## Your goal
Below are entries with pictures in them. Output exactly the lines starting at the line with "wrist: (315, 324)" and ending at the line with "ring dip: (900, 846)", both included, but not the pictures.

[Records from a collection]
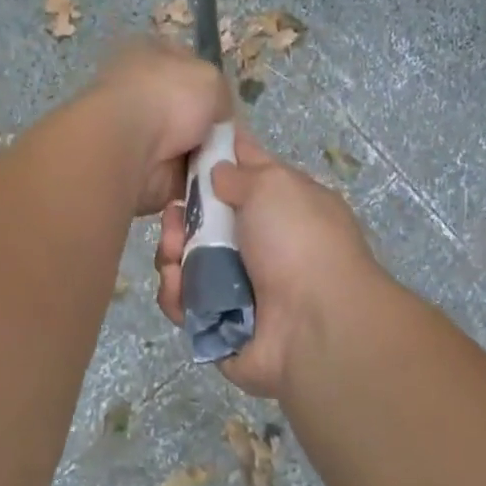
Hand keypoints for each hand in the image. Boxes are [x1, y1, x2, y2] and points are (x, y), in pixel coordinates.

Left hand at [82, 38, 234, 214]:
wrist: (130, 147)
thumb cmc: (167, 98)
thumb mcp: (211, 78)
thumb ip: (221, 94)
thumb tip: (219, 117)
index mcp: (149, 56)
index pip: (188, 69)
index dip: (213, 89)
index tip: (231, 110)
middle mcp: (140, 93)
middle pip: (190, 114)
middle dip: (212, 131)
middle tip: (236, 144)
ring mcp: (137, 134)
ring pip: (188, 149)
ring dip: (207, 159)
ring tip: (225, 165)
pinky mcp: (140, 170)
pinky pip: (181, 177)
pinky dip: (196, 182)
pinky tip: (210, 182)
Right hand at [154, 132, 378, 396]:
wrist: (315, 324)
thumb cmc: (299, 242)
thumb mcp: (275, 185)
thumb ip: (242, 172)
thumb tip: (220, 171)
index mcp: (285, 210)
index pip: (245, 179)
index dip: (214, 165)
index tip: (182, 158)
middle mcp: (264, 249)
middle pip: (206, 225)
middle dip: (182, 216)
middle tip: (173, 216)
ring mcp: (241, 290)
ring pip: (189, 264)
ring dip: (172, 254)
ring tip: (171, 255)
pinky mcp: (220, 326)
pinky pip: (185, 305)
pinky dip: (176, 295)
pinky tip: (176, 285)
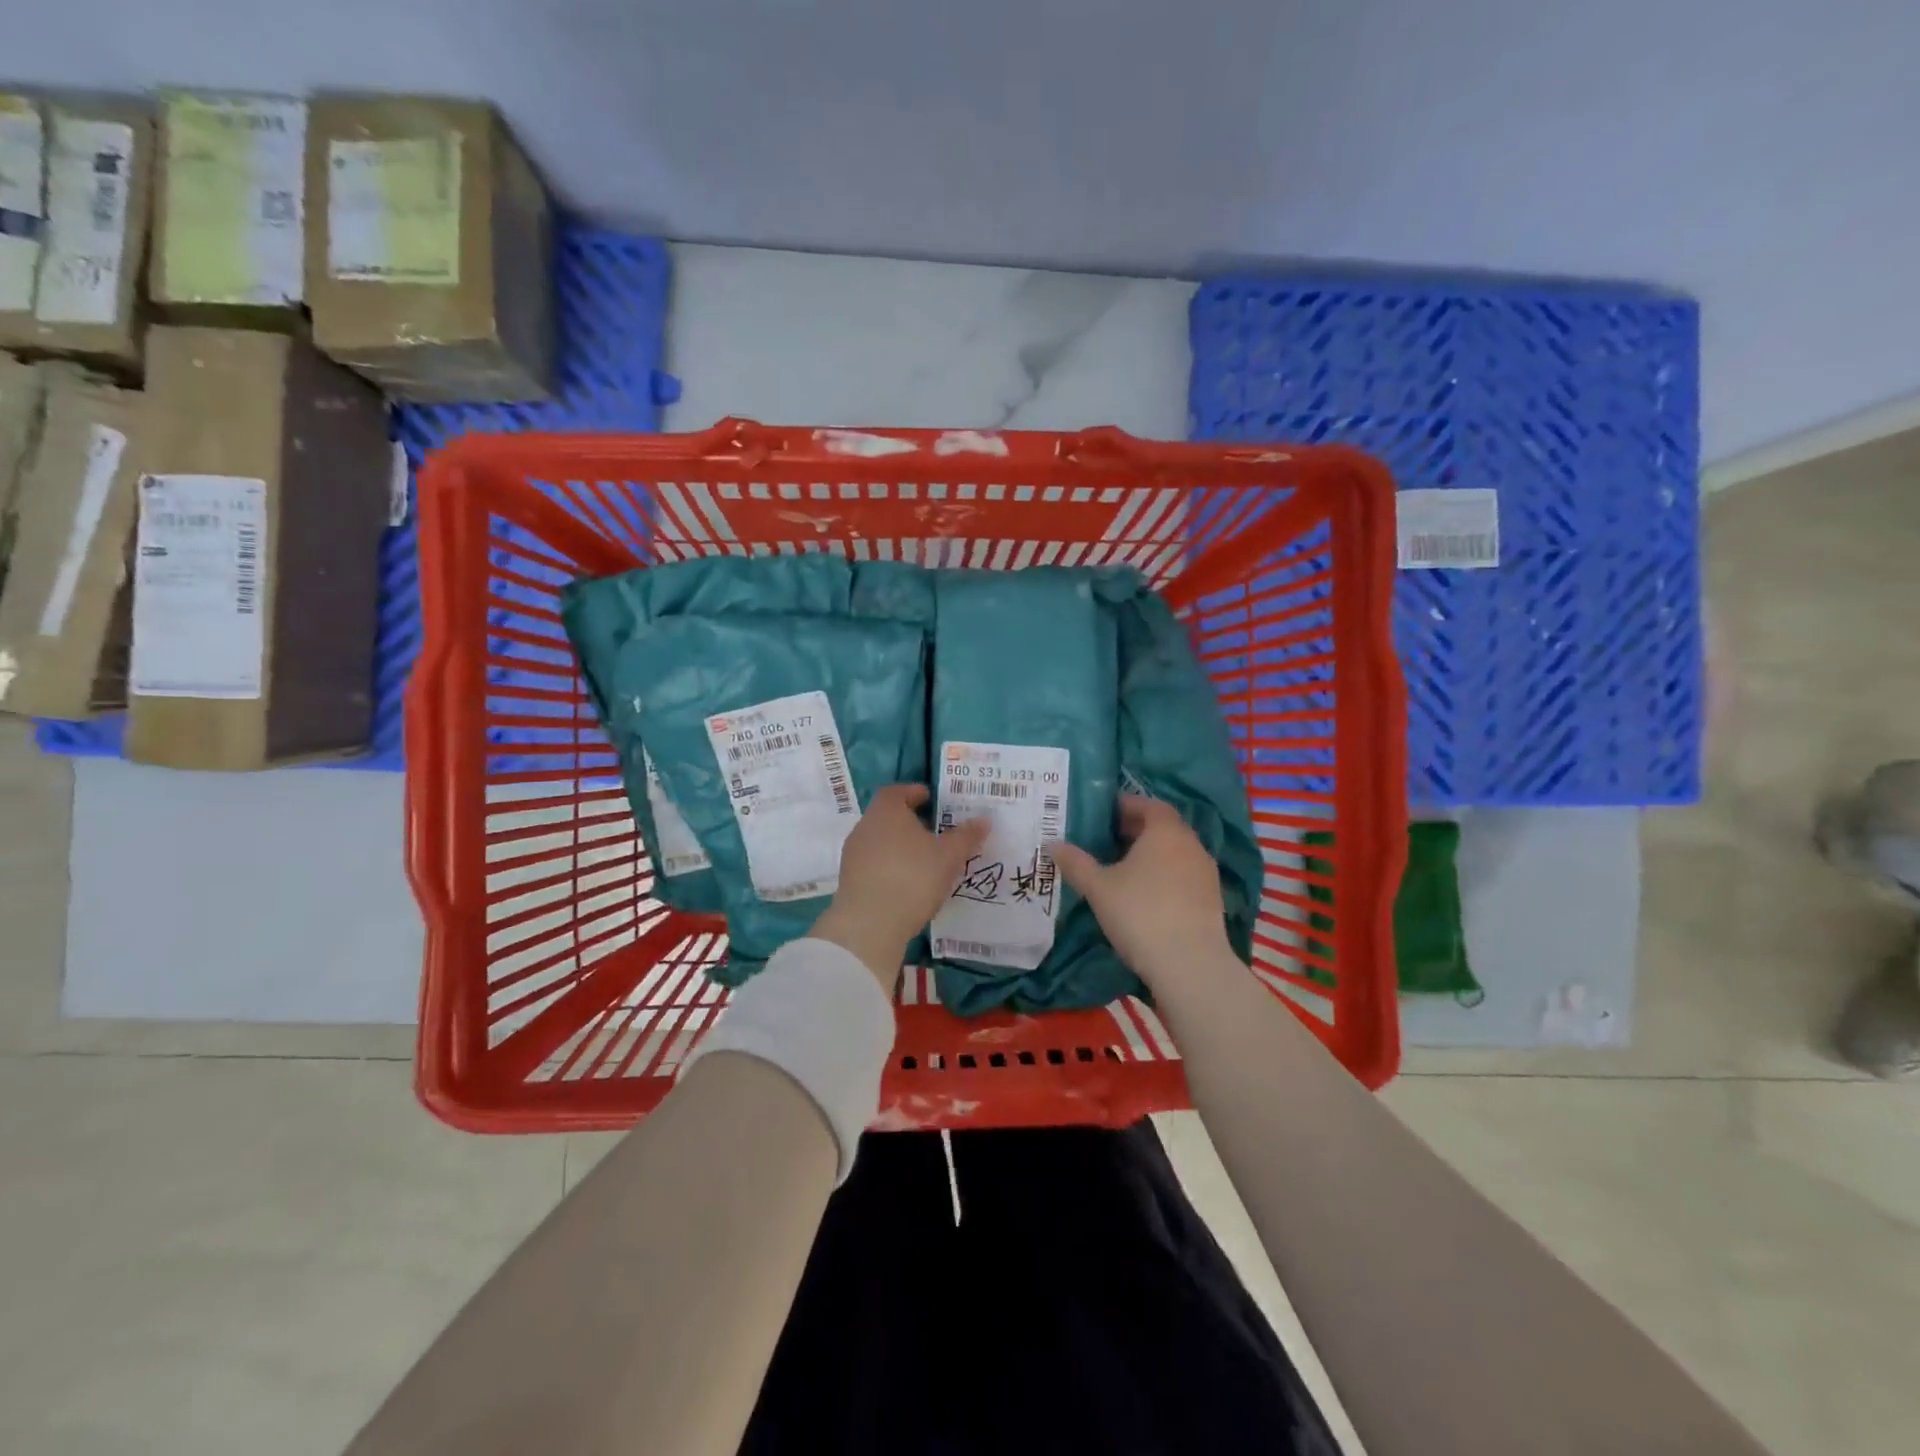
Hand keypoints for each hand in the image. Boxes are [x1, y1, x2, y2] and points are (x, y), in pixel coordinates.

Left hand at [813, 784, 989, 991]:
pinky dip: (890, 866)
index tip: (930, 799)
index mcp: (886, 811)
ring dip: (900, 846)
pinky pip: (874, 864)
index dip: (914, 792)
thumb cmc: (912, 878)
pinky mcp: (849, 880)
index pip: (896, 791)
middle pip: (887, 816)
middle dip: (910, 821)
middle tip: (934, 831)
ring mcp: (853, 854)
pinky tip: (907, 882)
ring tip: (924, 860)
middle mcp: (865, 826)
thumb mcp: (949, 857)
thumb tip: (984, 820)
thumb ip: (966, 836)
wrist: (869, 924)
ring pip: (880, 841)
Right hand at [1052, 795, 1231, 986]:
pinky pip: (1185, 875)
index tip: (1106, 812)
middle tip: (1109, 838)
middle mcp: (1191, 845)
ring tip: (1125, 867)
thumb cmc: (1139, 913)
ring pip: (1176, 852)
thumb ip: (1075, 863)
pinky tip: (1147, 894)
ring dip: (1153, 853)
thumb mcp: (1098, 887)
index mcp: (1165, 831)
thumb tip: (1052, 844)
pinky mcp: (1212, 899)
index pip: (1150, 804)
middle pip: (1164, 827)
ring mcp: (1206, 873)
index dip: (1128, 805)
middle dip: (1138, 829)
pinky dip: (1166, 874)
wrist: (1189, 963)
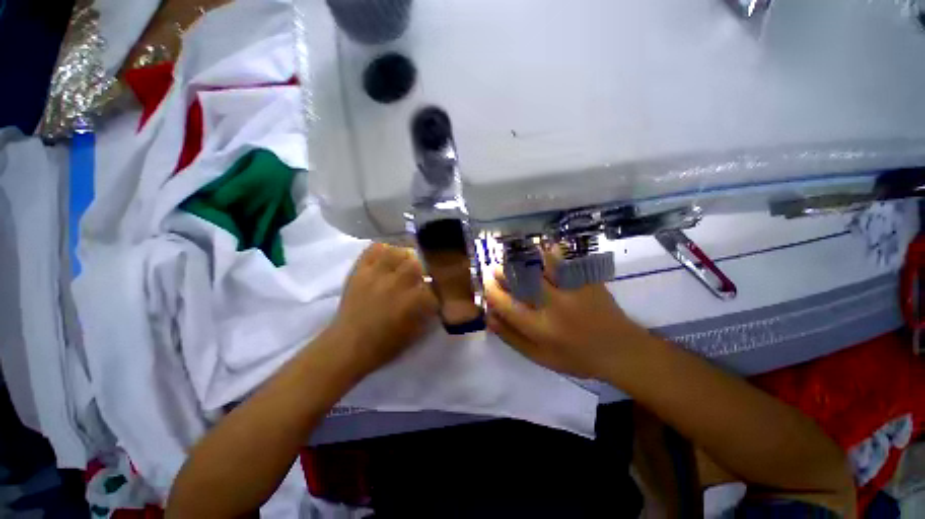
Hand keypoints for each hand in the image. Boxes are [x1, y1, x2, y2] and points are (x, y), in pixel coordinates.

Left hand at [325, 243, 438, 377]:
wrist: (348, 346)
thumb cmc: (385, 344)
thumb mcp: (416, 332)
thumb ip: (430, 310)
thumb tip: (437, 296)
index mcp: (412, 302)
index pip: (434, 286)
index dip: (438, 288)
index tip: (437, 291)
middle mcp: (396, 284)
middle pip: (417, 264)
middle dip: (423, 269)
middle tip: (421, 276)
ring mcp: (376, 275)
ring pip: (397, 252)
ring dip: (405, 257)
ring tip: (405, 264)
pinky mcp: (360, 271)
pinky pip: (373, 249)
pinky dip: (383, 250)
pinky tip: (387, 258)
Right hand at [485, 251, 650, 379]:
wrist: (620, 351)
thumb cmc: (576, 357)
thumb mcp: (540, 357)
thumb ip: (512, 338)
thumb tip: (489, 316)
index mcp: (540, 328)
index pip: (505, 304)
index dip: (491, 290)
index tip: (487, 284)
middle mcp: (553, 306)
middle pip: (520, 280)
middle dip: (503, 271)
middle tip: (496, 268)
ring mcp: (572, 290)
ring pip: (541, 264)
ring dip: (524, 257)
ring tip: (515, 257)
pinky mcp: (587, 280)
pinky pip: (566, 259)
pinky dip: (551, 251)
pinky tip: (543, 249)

## Solution
wrist: (315, 324)
thumb cmc: (299, 242)
thumb mcp: (275, 185)
thumb ip: (242, 172)
thumb tip: (220, 171)
index mcp: (285, 210)
index pip: (245, 179)
index dip: (214, 165)
index tip: (182, 158)
middle mcp: (264, 249)
middle pip: (206, 225)
middle dip: (182, 216)
middle tip: (173, 216)
ring mcp: (241, 290)
ring pip: (189, 264)
ring dip: (172, 254)
ring tip: (171, 255)
pinky mcp: (220, 326)
pinky pip: (185, 305)
pinky dip: (176, 295)
pinky tip: (176, 285)
Hand keypoints for each hand in the image. Boxes are [x1, y1, x2, y2] and points are (x, y), in pixel coordinates.

Left hand at [813, 784, 989, 991]:
pinky dip: (890, 866)
index tip: (930, 799)
index mcp: (886, 811)
ring dip: (900, 846)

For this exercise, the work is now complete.